Kaden rallentò, certo di aver posto abbastanza distanza fra sé e cella.

Il braccio che reggeva la lanterna gli faceva quasi male a causa di tutto il tempo passato a tenerlo in alto, a far luce ai suoi compagni nell’oscurità del posto.

Era circa un quarto d’ora che percorrevano il cunicolo sotterraneo che si trovava oltre la parete di pietra della cella 46.

Il soffitto era alto, ma il tunnel abbastanza stretto da non permettere il passaggio di più di tre persone contemporaneamente, reso solido e resistente ad esplosioni e terremoti mediante una complicata serie di aste, travi e assi di legno resi marci e fatiscenti dal tempo e dall’umidità. Vi si respirava un’aria fredda e umida, dall’odore vagamente dolciastro.

Kaden ringraziò in silenzio l’esistenza di quel tunnel, perché più di una volta gli è tornato utile ai suoi scopi.

È un bene che il governo sia riuscito a distruggere ogni dato relativo l’esistenza di queste costruzioni prima dell’invasione di Fastoon. Ed è un vero peccato che  i cragmiti ora ne scoprano l’esistenza, cominceranno a cercarne e distruggerne il più possibile

Si voltò indietro e si fermò nel sentire dei passi  in lontananza, per veder arrivare dal buio Nencer e Sacha.

-Il lombax non ci ha seguito- Comunicò Sacha, avvicinandosi a Kaden.

- Bene, un problema in meno -

-  Inoltre mentre venivamo qui abbiamo ricevuto una comunicazione da uno dei nostri dalla caserma. Sembra che abbiano scoperto la scorciatoia -

Kaden sorrise ironico a quella notizia, ripensando a Ratchet.

Sono decisamente troppo tenero. Forse era davvero meglio se ti mettevo a tacere.

+

Il cunicolo era terminato, sbucando in una serie di canali ampi e rettangolari dalle pareti in pietra resa scura dall’umidità, percorsi da un’acqua torbida e costeggiati da strette passerelle in legno. Uno sgradevole odore permeava l’aria. Il gruppetto di evasori si era ritrovato nelle fogne.

- Magnifico. Davvero magnifico. - sebbene fosse sussurrato, il commento di Nencer si sentì molto chiaramente nel corridoio che stavano attraversando.

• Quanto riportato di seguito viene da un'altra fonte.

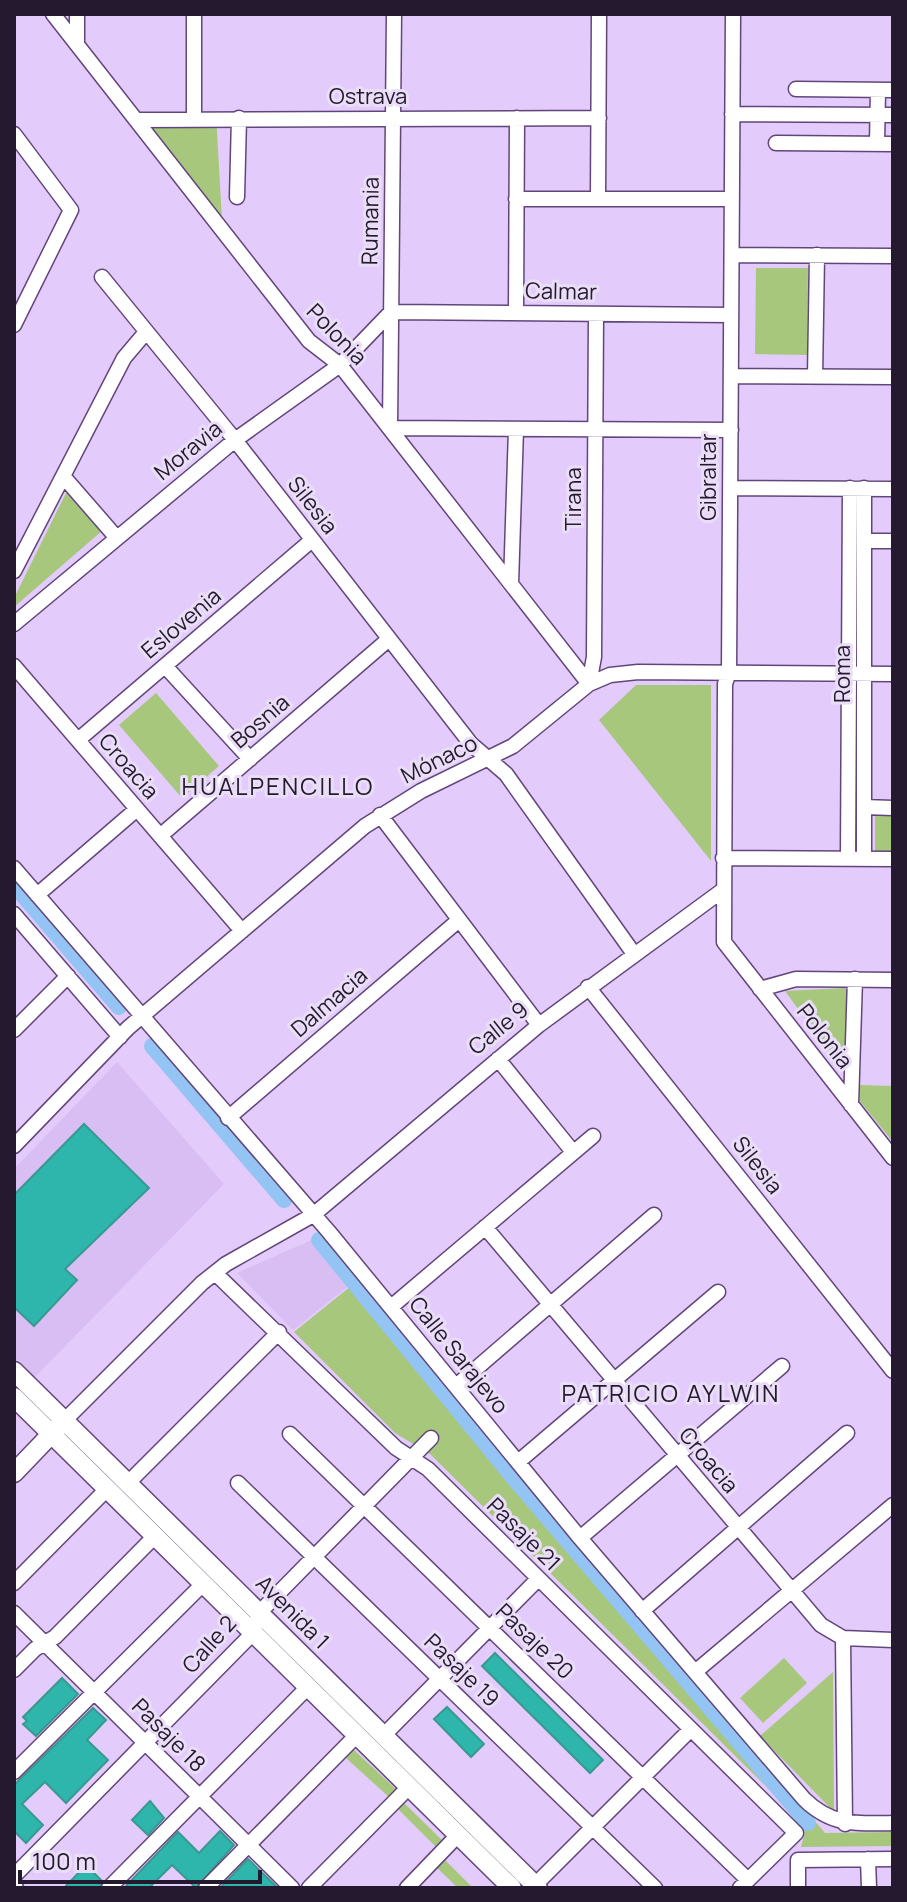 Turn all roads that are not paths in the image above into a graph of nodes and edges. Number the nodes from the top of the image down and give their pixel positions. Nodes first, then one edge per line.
1 (53, 14) edge
2 (77, 14) edge
3 (194, 14) edge
4 (394, 14) edge
5 (599, 14) edge
6 (733, 14) edge
7 (77, 44) junction
8 (796, 89) dead end
9 (885, 90) edge
10 (732, 114) junction
11 (877, 115) junction
12 (893, 115) edge
13 (194, 118) junction
14 (239, 118) junction
15 (393, 118) junction
16 (517, 118) junction
17 (599, 118) junction
18 (137, 120) junction
19 (14, 134) edge
20 (776, 143) dead end
21 (877, 144) junction
22 (893, 144) edge
23 (237, 197) dead end
24 (516, 199) junction
25 (598, 199) junction
26 (732, 199) junction
27 (732, 255) junction
28 (817, 255) junction
29 (893, 256) edge
30 (102, 277) dead end
31 (391, 312) junction
32 (516, 313) junction
33 (596, 314) junction
34 (731, 315) junction
35 (14, 325) edge
36 (146, 332) junction
37 (340, 365) junction
38 (731, 376) junction
39 (815, 377) junction
40 (893, 377) edge
41 (390, 428) junction
42 (516, 429) junction
43 (595, 429) junction
44 (731, 430) junction
45 (235, 440) junction
46 (63, 476) junction
47 (730, 488) junction
48 (857, 488) junction
49 (893, 489) edge
50 (116, 537) junction
51 (312, 540) junction
52 (864, 541) junction
53 (893, 541) edge
54 (14, 571) edge
55 (511, 584) junction
56 (14, 624) edge
57 (389, 639) junction
58 (14, 666) edge
59 (165, 666) junction
60 (729, 672) junction
61 (856, 674) junction
62 (893, 674) edge
63 (589, 684) junction
64 (78, 740) junction
65 (250, 759) junction
66 (488, 760) junction
67 (893, 808) edge
68 (137, 809) junction
69 (864, 812) junction
70 (380, 815) junction
71 (848, 817) junction
72 (160, 836) junction
73 (723, 858) junction
74 (848, 859) junction
75 (864, 859) junction
76 (893, 859) edge
77 (14, 868) edge
78 (723, 890) junction
79 (37, 895) junction
80 (14, 914) edge
81 (459, 920) junction
82 (242, 931) junction
83 (723, 939) joint
84 (634, 954) junction
85 (68, 976) junction
86 (855, 979) junction
87 (893, 980) edge
88 (588, 987) junction
89 (760, 989) junction
90 (142, 1016) junction
91 (539, 1025) junction
92 (15, 1028) edge
93 (120, 1037) junction
94 (498, 1059) junction
95 (851, 1105) junction
96 (228, 1118) junction
97 (593, 1136) dead end
98 (14, 1146) edge
99 (573, 1152) junction
100 (893, 1158) edge
101 (313, 1215) junction
102 (654, 1215) dead end
103 (485, 1227) junction
104 (215, 1273) junction
105 (718, 1292) dead end
106 (551, 1305) junction
107 (391, 1307) junction
108 (279, 1332) junction
109 (782, 1366) dead end
110 (14, 1371) edge
111 (893, 1371) edge
112 (614, 1380) junction
113 (456, 1386) junction
114 (14, 1397) edge
115 (58, 1428) junction
116 (847, 1433) dead end
117 (290, 1434) dead end
118 (431, 1438) dead end
119 (677, 1456) junction
120 (411, 1458) junction
121 (518, 1462) junction
122 (14, 1473) edge
123 (128, 1483) junction
124 (238, 1483) dead end
125 (107, 1489) junction
126 (893, 1505) edge
127 (364, 1506) junction
128 (738, 1528) junction
129 (155, 1536) junction
130 (580, 1538) junction
131 (314, 1556) junction
132 (538, 1579) junction
133 (14, 1583) edge
134 (203, 1584) junction
135 (791, 1591) junction
136 (642, 1611) junction
137 (14, 1613) edge
138 (259, 1613) junction
139 (490, 1628) junction
140 (253, 1633) junction
141 (843, 1638) junction
142 (893, 1640) edge
143 (44, 1643) junction
144 (14, 1670) edge
145 (695, 1672) junction
146 (440, 1679) junction
147 (308, 1687) junction
148 (94, 1692) junction
149 (691, 1729) junction
150 (357, 1735) junction
151 (383, 1736) junction
152 (145, 1743) junction
153 (14, 1772) edge
154 (643, 1778) junction
155 (409, 1787) junction
156 (200, 1796) junction
157 (893, 1823) edge
158 (845, 1824) junction
159 (593, 1828) junction
160 (458, 1835) junction
161 (248, 1845) junction
162 (781, 1847) junction
163 (868, 1859) junction
164 (893, 1859) edge
165 (798, 1860) junction
166 (14, 1876) edge
167 (744, 1884) edge
168 (536, 1886) edge
169 (509, 1887) edge
170 (109, 1888) edge
171 (206, 1888) edge
172 (292, 1888) edge
173 (309, 1888) edge
174 (407, 1888) edge
175 (655, 1888) edge
176 (798, 1888) edge
177 (869, 1888) edge

1 - 7 street, Polonia
2 - 7 street
3 - 13 street
4 - 15 street, Rumania
5 - 17 street
6 - 10 street, Gibraltar
7 - 18 street, Polonia
8 - 9 street
9 - 11 street
10 - 11 street
10 - 26 street, Gibraltar
11 - 12 street
11 - 21 street
13 - 14 street, Ostrava
13 - 18 street, Ostrava
14 - 15 street, Ostrava
14 - 23 street
15 - 16 street, Ostrava
15 - 31 street, Rumania
16 - 17 street, Ostrava
16 - 24 street
17 - 25 street
18 - 37 street, Polonia
19 - 35 street
20 - 21 street
21 - 22 street
24 - 25 street
24 - 32 street
25 - 26 street
26 - 27 street, Gibraltar
27 - 28 street
27 - 34 street, Gibraltar
28 - 29 street
28 - 39 street
30 - 36 street, Silesia
31 - 32 street, Calmar
31 - 37 street, Moravia
31 - 41 street, Rumania
32 - 33 street, Calmar
33 - 34 street, Calmar
33 - 43 street, Tirana
34 - 38 street, Gibraltar
36 - 45 street, Silesia
36 - 46 street
37 - 41 street, Polonia
37 - 45 street, Moravia
38 - 39 street
38 - 44 street, Gibraltar
39 - 40 street
41 - 42 street
41 - 55 street, Polonia
42 - 43 street
42 - 55 street
43 - 44 street
43 - 63 street, Tirana
44 - 47 street, Gibraltar
45 - 50 street, Moravia
45 - 51 street, Silesia
46 - 50 street
46 - 54 street
47 - 48 street
47 - 60 street, Gibraltar
48 - 49 street
48 - 52 street, Roma
48 - 61 street, Roma
50 - 56 street, Moravia
51 - 57 street, Silesia
51 - 59 street, Eslovenia
52 - 53 street
52 - 61 street, Roma
55 - 63 street, Polonia
57 - 65 street, Bosnia
57 - 66 street, Silesia
58 - 64 street, Croacia
59 - 64 street, Eslovenia
59 - 65 street
60 - 61 street, Mónaco
60 - 63 street, Mónaco
60 - 73 street, Gibraltar
61 - 62 street, Mónaco
61 - 69 street, Roma
61 - 71 street, Roma
63 - 66 street, Mónaco
64 - 68 street, Croacia
65 - 72 street, Bosnia
66 - 70 street, Mónaco
66 - 84 street, Silesia
67 - 69 street
68 - 72 street, Croacia
68 - 79 street
69 - 71 street
69 - 75 street, Roma
70 - 81 street
70 - 82 street, Mónaco
71 - 74 street, Roma
72 - 82 street, Croacia
73 - 74 street
73 - 78 street, Gibraltar
74 - 75 street
75 - 76 street
77 - 79 street, Calle Sarajevo
78 - 83 street, Gibraltar
78 - 84 street, Calle 9
79 - 90 street, Calle Sarajevo
80 - 85 street
81 - 91 street
81 - 96 street, Dalmacia
82 - 90 street, Mónaco
83 - 89 street, Polonia
84 - 88 street, Calle 9
85 - 92 street
85 - 93 street
86 - 87 street
86 - 89 street
86 - 95 street
88 - 91 street, Calle 9
88 - 111 street, Silesia
89 - 95 street, Polonia
90 - 93 street, Mónaco
90 - 96 street, Calle Sarajevo
91 - 94 street, Calle 9
93 - 98 street, Mónaco
94 - 99 street
94 - 101 street, Calle 9
95 - 100 street, Polonia
96 - 101 street, Calle Sarajevo
97 - 99 street
99 - 103 street
101 - 104 street, Calle 9
101 - 107 street, Calle Sarajevo
102 - 106 street
103 - 106 street, Croacia
103 - 107 street
104 - 108 street, Pasaje 21
104 - 115 street
105 - 112 street
106 - 112 street, Croacia
106 - 113 street
107 - 113 street, Calle Sarajevo
108 - 120 street, Pasaje 21
108 - 123 street
109 - 119 street
110 - 115 street, Avenida 1
112 - 119 street, Croacia
112 - 121 street
113 - 121 street, Calle Sarajevo
114 - 115 street, Avenida 1
115 - 122 street
115 - 123 street, Avenida 1
115 - 125 street, Avenida 1
116 - 128 street
117 - 127 street, Pasaje 20
118 - 120 street, Calle 2
119 - 128 street, Croacia
119 - 130 street
120 - 127 street, Calle 2
120 - 132 street, Pasaje 21
121 - 130 street, Calle Sarajevo
123 - 138 street, Avenida 1
124 - 131 street, Pasaje 19
125 - 129 street, Avenida 1
125 - 133 street
126 - 135 street
127 - 131 street, Calle 2
127 - 139 street, Pasaje 20
128 - 135 street, Croacia
128 - 136 street
129 - 134 street, Avenida 1
129 - 143 street
130 - 136 street, Calle Sarajevo
131 - 138 street, Calle 2
131 - 146 street, Pasaje 19
132 - 139 street
132 - 149 street, Pasaje 21
134 - 140 street, Avenida 1
134 - 148 street
135 - 141 street, Croacia
135 - 145 street
136 - 145 street, Calle Sarajevo
137 - 143 street, Pasaje 18
138 - 140 street, Calle 2
138 - 151 street, Avenida 1
139 - 146 street
139 - 154 street, Pasaje 20
140 - 147 street, Avenida 1
140 - 152 street, Calle 2
141 - 142 street
141 - 158 street
143 - 144 street
143 - 148 street, Pasaje 18
145 - 158 street, Calle Sarajevo
146 - 151 street
146 - 159 street, Pasaje 19
147 - 150 street, Avenida 1
147 - 156 street
148 - 152 street, Pasaje 18
148 - 153 street
149 - 154 street
149 - 162 street, Pasaje 21
150 - 155 street, Avenida 1
150 - 161 street
151 - 168 street, Avenida 1
152 - 156 street, Pasaje 18
152 - 166 street, Calle 2
154 - 159 street
154 - 167 street, Pasaje 20
155 - 160 street, Avenida 1
155 - 173 street
156 - 161 street, Pasaje 18
156 - 170 street
157 - 158 street
159 - 168 street
159 - 175 street, Pasaje 19
160 - 169 street, Avenida 1
160 - 174 street
161 - 171 street
161 - 172 street, Pasaje 18
162 - 165 street
162 - 167 street
163 - 164 street
163 - 165 street
163 - 177 street
165 - 176 street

- Silenzio. - ordinò Kaden, tendendo le orecchie: nulla si sentiva, a parte il costante sciabordio dell’acqua. Il gruppo si spostò quasi di corsa, attento a non metter i piedi su pezzi di legno troppo marcio e guidato dal lombax biondo, l’unico che conosceva bene la strada.

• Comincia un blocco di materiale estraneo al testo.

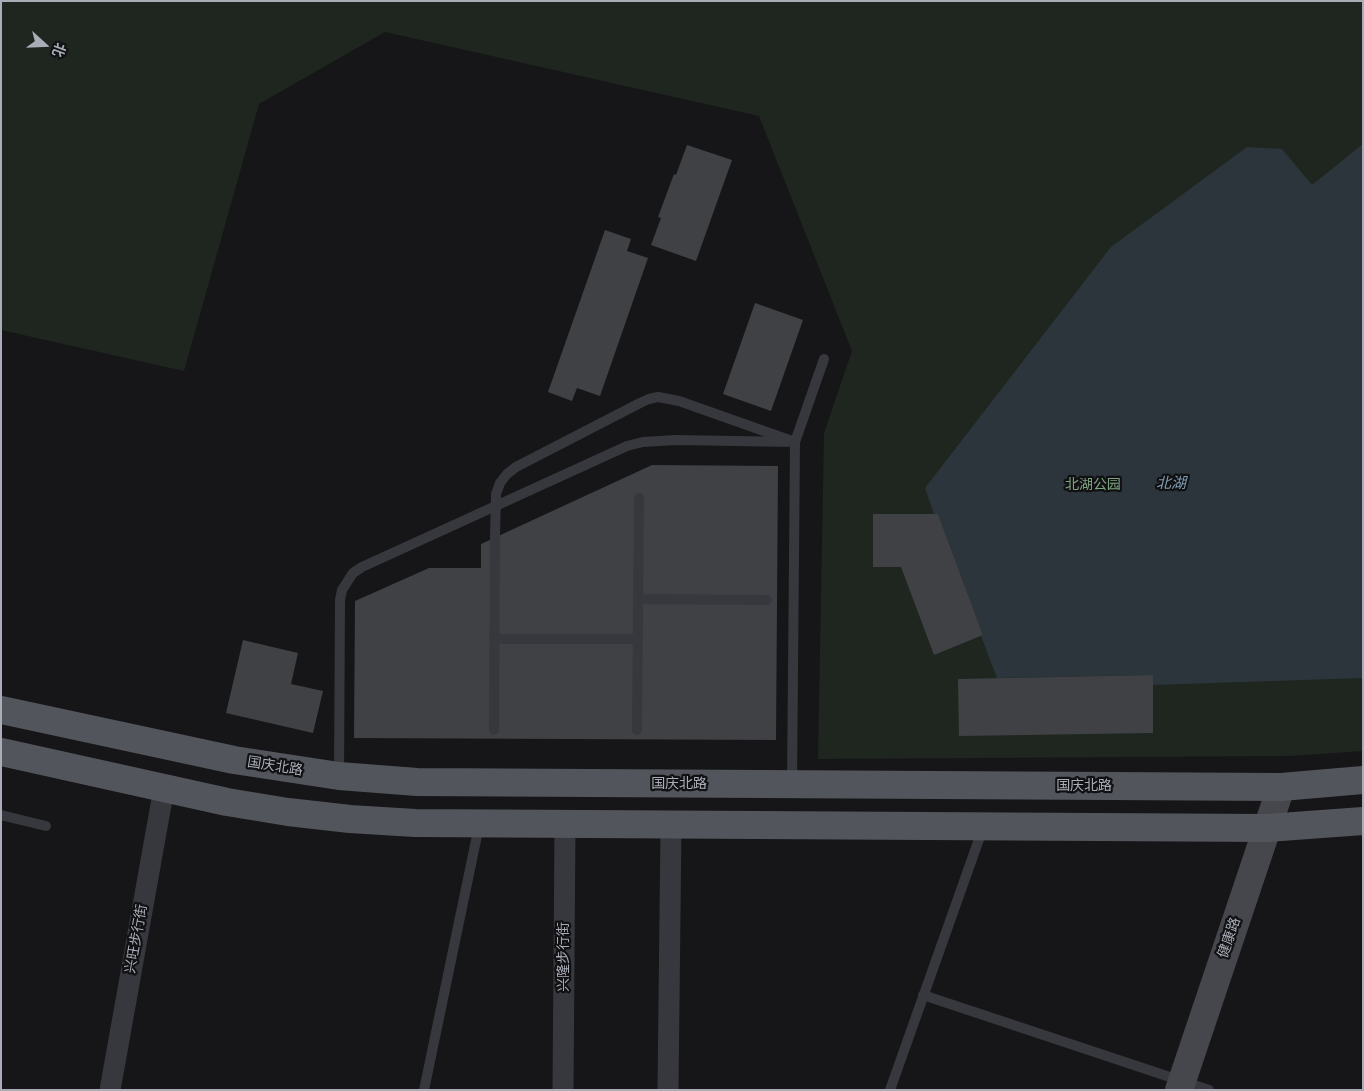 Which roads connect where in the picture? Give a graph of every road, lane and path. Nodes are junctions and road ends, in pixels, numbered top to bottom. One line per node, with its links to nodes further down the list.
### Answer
1 (824, 359): 2 (lane)
2 (795, 442): 6 (lane, bridge); 12 (lane); 14 (lane)
3 (639, 498): 4 (lane)
4 (638, 599): 5 (lane); 7 (lane)
5 (767, 600)
6 (494, 638): 7 (lane); 9 (lane)
7 (638, 639): 10 (lane)
8 (1, 710): 12 (main road, 国庆北路)
9 (494, 730)
10 (637, 730)
11 (1, 752): 16 (main road)
12 (339, 776): 14 (main road, 国庆北路)
13 (1363, 780): 15 (main road, 国庆北路)
14 (792, 784): 15 (main road, 国庆北路)
15 (1281, 787): 24 (street, 健康路)
16 (164, 788): 19 (main road); 27 (street, 兴旺步行街)
17 (1, 815): 22 (lane)
18 (1363, 821): 24 (main road)
19 (480, 825): 20 (main road); 28 (lane)
20 (565, 825): 21 (main road); 29 (street, 兴隆步行街)
21 (671, 825): 23 (main road); 30 (street)
22 (46, 826)
23 (983, 827): 24 (main road); 25 (lane)
24 (1267, 828): 26 (street, 健康路)
25 (923, 995): 26 (lane); 31 (lane)
26 (1180, 1085): 32 (lane)
27 (110, 1090)
28 (424, 1090)
29 (563, 1090)
30 (668, 1090)
31 (890, 1090)
32 (1209, 1090)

- Non voglio far scoppiare la tua bolla di ottimismo, Kaden, ma non crederai davvero che non ci arriveranno presto col fiato sul collo, vero? – Continuò Nencer.

- Lo so. - rispose il lombax - ho piazzato alcuni dei nostri anche qui. -

- Qui? Mi domando chi sia stato tanto in vena di avventure da accettare. -

- Ti assicuro che non è necessario essere dell’umore giusto. Solo sufficientemente alto da premere un bottone, in modo da fare agli imperiali che ci verranno dietro una bella sorpresa. - fece una pausa – Non ne usciranno vivi, questo te lo assicuro. –

+

- Non potete aver organizzato quello che avete organizzato! -  una voce di donna risuonò nel livello più basso del sotterraneo della vecchia acciaieria abbandonata in cui si trovava. Era una lombax dai bei capelli ramati e gli occhi chiari, di un rosa tenero. Fissava costernata il simile dagli occhi azzurri e il pelo grigio chiaro che le sorrideva innocentemente davanti, come se quella della donna fosse una reazione esagerata a qualcosa di assolutamente innocuo.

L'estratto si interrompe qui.